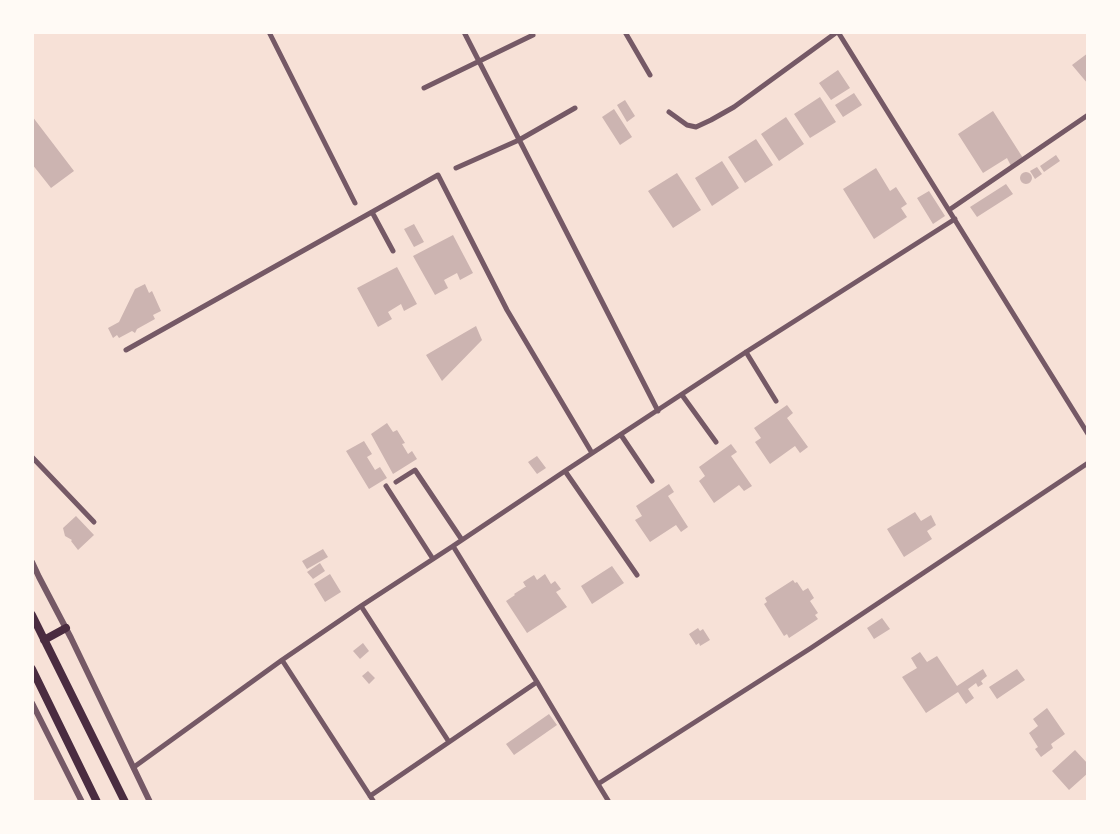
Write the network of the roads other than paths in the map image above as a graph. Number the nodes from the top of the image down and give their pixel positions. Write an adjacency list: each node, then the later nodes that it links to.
1 (269, 32): 14 (street)
2 (464, 32): 6 (street)
3 (625, 32): 7 (street)
4 (837, 32): 10 (street); 15 (street)
5 (533, 36): 6 (street)
6 (479, 61): 8 (street); 12 (street)
7 (650, 75)
8 (424, 88)
9 (575, 108): 12 (street)
10 (669, 112)
11 (1088, 115): 15 (street)
12 (519, 140): 13 (street); 23 (street)
13 (456, 168)
14 (355, 203)
15 (949, 210): 17 (street)
16 (372, 212): 18 (street); 19 (street); 27 (street)
17 (955, 219): 20 (street); 24 (street)
18 (393, 251)
19 (126, 350)
20 (746, 352): 21 (street); 22 (street)
21 (682, 394): 23 (street); 26 (street)
22 (776, 401)
23 (658, 410): 25 (street)
24 (1088, 434)
25 (621, 435): 27 (street); 32 (street)
26 (716, 442)
27 (592, 453): 30 (street)
28 (32, 457): 34 (street)
29 (1088, 463): 50 (street)
30 (565, 471): 35 (street); 39 (street)
31 (396, 482): 35 (street)
32 (652, 482)
33 (386, 486): 37 (street)
34 (94, 522)
35 (462, 540): 36 (street)
36 (453, 546): 37 (street); 46 (street)
37 (432, 559): 40 (street)
38 (32, 562): 42 (street)
39 (637, 575)
40 (361, 606): 44 (street); 48 (street)
41 (32, 615): 43 (highway)
42 (66, 628): 43 (highway); 49 (street)
43 (44, 640): 54 (highway)
44 (282, 660): 49 (street); 51 (street)
45 (32, 669): 53 (highway)
46 (537, 682): 48 (street); 50 (street)
47 (32, 704): 52 (street)
48 (449, 742): 51 (street)
49 (134, 767): 55 (street)
50 (598, 784): 57 (street)
51 (370, 796): 56 (street)
52 (82, 802)
53 (97, 802)
54 (125, 802)
55 (150, 802)
56 (374, 802)
57 (609, 802)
■ ■ ■ ■ ■
TASK REQUIREMENTS
Find how many lines of the listing include the word "highway", and state that number by itself.

ANSWER TO THIS TASK
4